Magnetic sources for CTC isolation from macroscale to microscale. (A,C) From the use of an external permanent magnet to the integration of nickel microstructures within the microfluidic channel. These microstructures, acting like microtraps, achieved an average 18.4% increase in capture rate of magnetically labeled CTCs in comparison with the previous design. Reprinted with permission from [109]. Reproduced from [110] (http://creativecommons.org/licenses/by/4.0/) (Accessed on 27 October 2021). (B,D) Toward the combination of X-shaped velocity valleys as low-flow velocity regions with circular nickel microstructures as capture spots. This configuration achieved a >90% capture efficiency for cancer cell lines with various EpCAM expression levels and enabled them to be magnetically ranked, thanks to the gradual increase in nickel microstructure size. The capture of low-expression cells requires the action of larger nickel structures; therefore, it occurs in the later zones of the chip. Reproduced from [111] with permission from the Royal Society of Chemistry. Reprinted from [112] by permission from Nature.

Figure 9

Ephesia technology for CTC isolation. (A) Self-assembly of anti-EpCAM functionalized magnetic beads along the microchannel height, which act as traps for CTCs. Columnar bead arrays were localized by microcontact printing of a magnetic pattern made of ferrofluid. Captured CTCs can be released by removing the external permanent magnet. Red letter B represents the magnetic field as a “magnetic field ON”. Reprinted with permission from [116]. Copyright 2010 American Chemical Society. (B) Arrangement of functionalized magnetic nanospheres within the microchannel through the use of a nickel patterns. The liquid-biopsy-guided drug release system (LBDR system) consists of two areas loaded with two types of functionalized magnetic nanospheres (MNs). Tumor cells are first recognized and captured by EpCAM-aptamer-functionalized MNs (Area I) which leads to the release of corresponding complementary strands (cDNAs), due to the conformational change of the aptamers. cDNAs present cleaving capability, which could trigger a subsequent doxorubicin (DOX) drug release process (Area II). Reproduced from [117] with permission from the Royal Society of Chemistry.

Figure 10

Heterogeneity tracking in immunomagnetic-based separation systems. (A) Spiral shape design can gradually decrease the distance to the center circular shape permanent magnet.
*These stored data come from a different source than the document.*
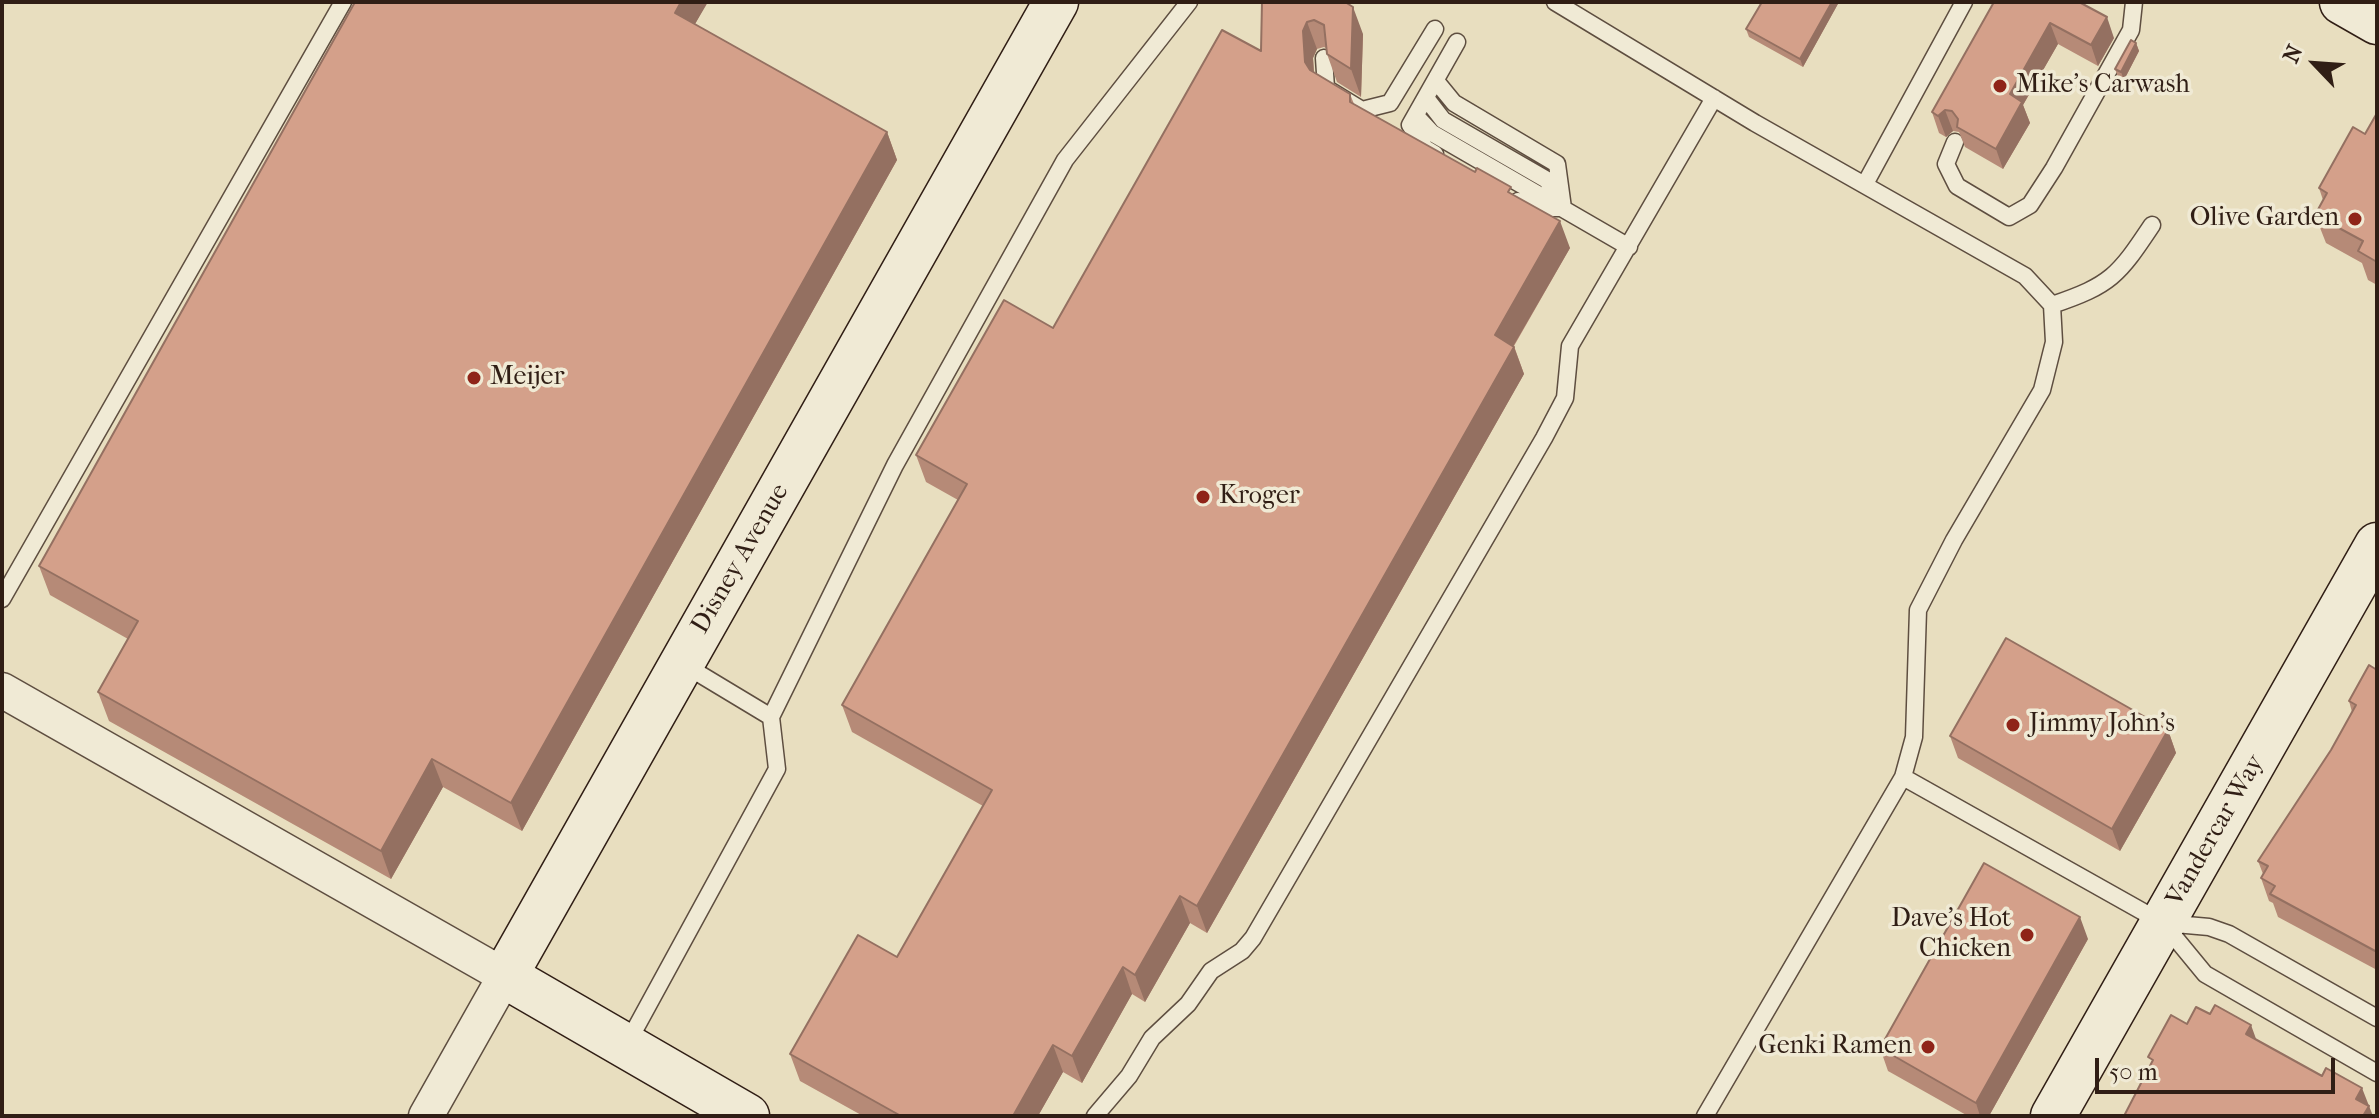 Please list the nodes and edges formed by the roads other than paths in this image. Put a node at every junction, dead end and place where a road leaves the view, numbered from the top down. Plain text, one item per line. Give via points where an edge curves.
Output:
1 (343, 2) edge
2 (1056, 2) edge
3 (1189, 2) edge
4 (1555, 2) edge
5 (1964, 2) edge
6 (2134, 2) edge
7 (2342, 2) edge
8 (2377, 22) edge
9 (1435, 29) dead end
10 (1457, 42) dead end
11 (1324, 58) edge
12 (1436, 81) junction
13 (1426, 98) junction
14 (1714, 98) junction
15 (1955, 142) edge
16 (1865, 184) junction
17 (1563, 208) junction
18 (2152, 225) dead end
19 (1629, 247) junction
20 (2052, 305) junction
21 (2377, 545) edge
22 (2, 599) edge
23 (681, 664) junction
24 (2, 690) edge
25 (771, 717) junction
26 (1903, 777) junction
27 (2163, 923) junction
28 (505, 976) junction
29 (2377, 1018) edge
30 (626, 1045) junction
31 (2377, 1073) edge
32 (426, 1116) edge
33 (747, 1116) edge
34 (1095, 1116) edge
35 (1705, 1116) edge
36 (2053, 1116) edge

1 - 22 lane
2 - 23 street, Disney Avenue
3 - 25 lane via 1065,160 895,465
4 - 14 lane
5 - 16 lane
6 - 15 lane via 2131,30 2030,205 2009,217 1957,186 1946,164
7 - 8 street
9 - 11 lane via 1390,103 1362,110 1326,88
10 - 12 lane
12 - 13 lane
12 - 17 lane via 1454,103 1557,164
13 - 17 lane via 1443,120 1547,180
13 - 17 lane via 1416,116 1432,133
14 - 16 lane
14 - 19 lane
16 - 20 lane via 2025,276
17 - 19 lane
18 - 20 lane via 2124,267 2095,291
19 - 34 lane via 1570,346 1565,398 1544,438 1253,938 1211,971 1188,1004 1152,1038
20 - 26 lane via 2054,342 2042,390 1918,610 1914,737
21 - 27 street, Vandercar Way
23 - 25 lane
23 - 28 street, Disney Avenue
24 - 28 street
25 - 30 lane via 777,769
26 - 27 lane
26 - 35 lane
27 - 29 lane via 2229,934
27 - 31 lane via 2205,974
27 - 36 street, Vandercar Way
28 - 30 street
28 - 32 street, Disney Avenue
30 - 33 street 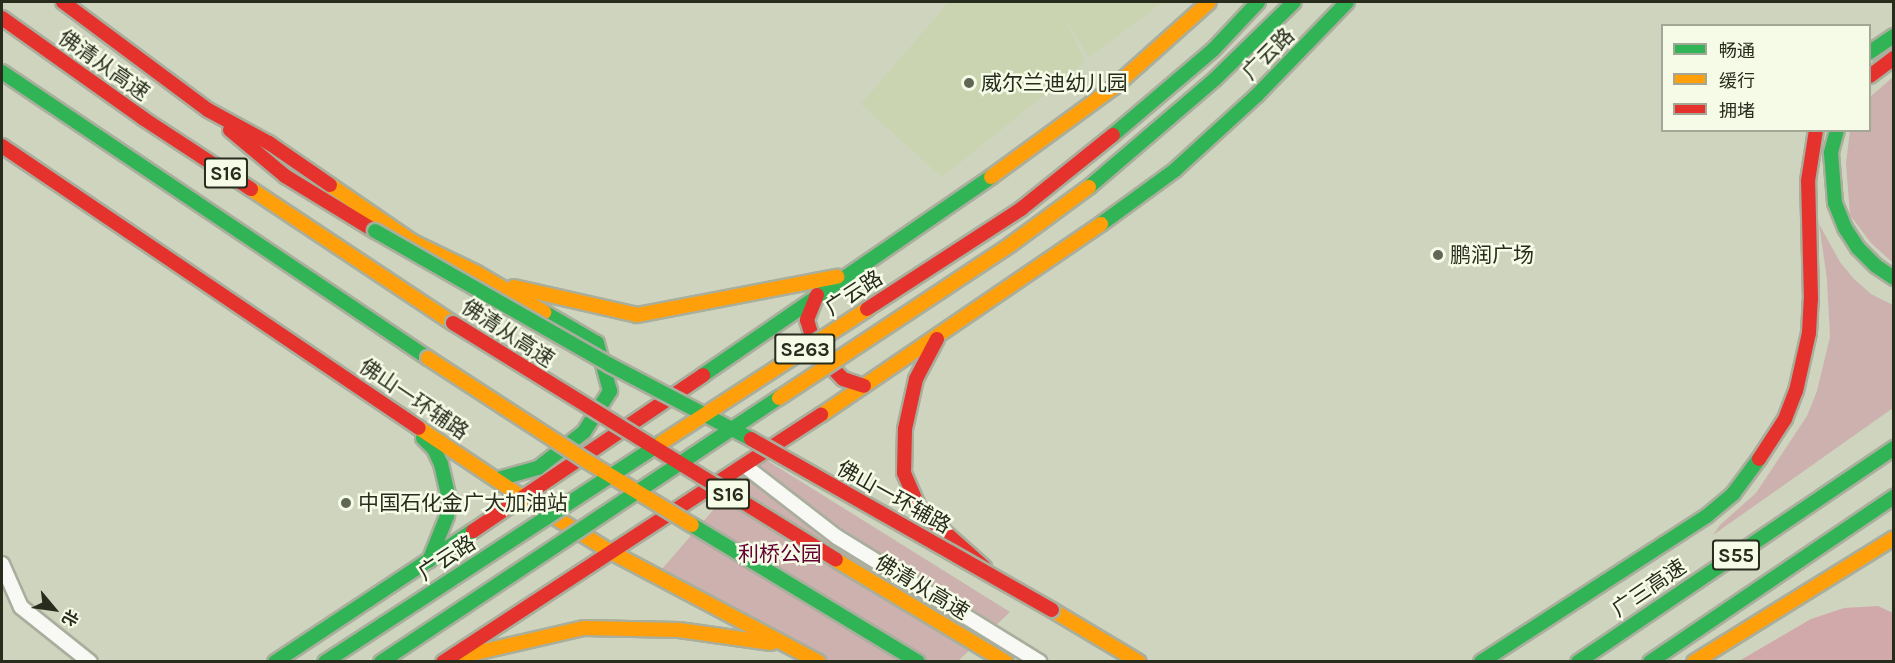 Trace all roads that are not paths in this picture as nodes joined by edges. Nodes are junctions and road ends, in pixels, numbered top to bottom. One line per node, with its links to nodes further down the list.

Heterogeneous CTCs specifically position in trapping segments regarding the number of anti-EpCAM-conjugated magnetic nanoparticles on their surface. Low-expression cells will be captured in the center of the spiral channel where the distance to the external permanent magnet is small. Reprinted from [124], with permission from Elsevier. (B) Prismatic deflection separates a continuous CTC sample stream into discrete subpopulations based on CTC surface marker expression level. Co-based ferromagnetic guides are made up of distinct segments having angles ranging from 2 to 30° and, in the presence of an external magnetic field, induce a lateral deflection of a magnetically labeled target. The angle of the deflection guides relative to the direction of flow dictates the direction of the magnetic force, while the amount of magnetic loading on the surface of the cell dictates its magnitude. Reprinted with permission from [125]. Copyright 2018 American Chemical Society.

Figure 11

Tumor-marker-independent selection. (A) Two-stage microfluidic chip for negative selection of CTCs. (a) Magnetically labeled WBCs are first eliminated in the first immunomagnetic stage and (b) CTCs are then selectively isolated based on their surface marker expression in the anti-EpCAM-coated chip region. Reprinted from [119], with permission from Elsevier. (B) Whole workflow for high-throughput CTC separation from full (65 mL) leukapheresis samples. RBCs and platelets are first removed from leukapheresis products using size-based inertial separation, followed by immunomagnetic removal of WBCs, which were labeled prior with a mixture of biotinylated antibodies targeting the pan-leukocyte cell surface antigens. CTCs were recovered without relying on antigen markers. Reprinted with permission from [128] under the Creative Commons Attribution License 3.0.

Figure 12

Integrated separation devices combining a size-based pre-enrichment step and an immunomagnetic-based purification step. (A) Integration of inertial sorter and magnetic sorter modules. Complete RBCs removal and partial WBC depletion through an inertial separation step in a spiral-shaped microchannel, followed by immunomagnetic separation of magnetically labeled CTC. The labeling step of CTCs with anti-EpCAM-coated magnetic beads is performed on-chip. The magnetic sorting step enabled the distinct isolation of CTCs according to their EpCAM expression levels by adjusting the distance of the external magnet from magnetic particles flowing in the sorter. Reprinted with permission from [133] (https://creativecommons.org/licenses/by/4.0/) (Accessed on 27 October 2021). (B) CTC-iChip technology. RBCs and platelets are first removed by deterministic lateral displacement and remaining CTCs and magnetically labeled WBCs then enter two successive inertial focusing/magnetic sorting stages for WBC depletion. Reprinted with permission from [135] (https://creativecommons.org/licenses/by/4.0/) (Accessed on 27 October 2021).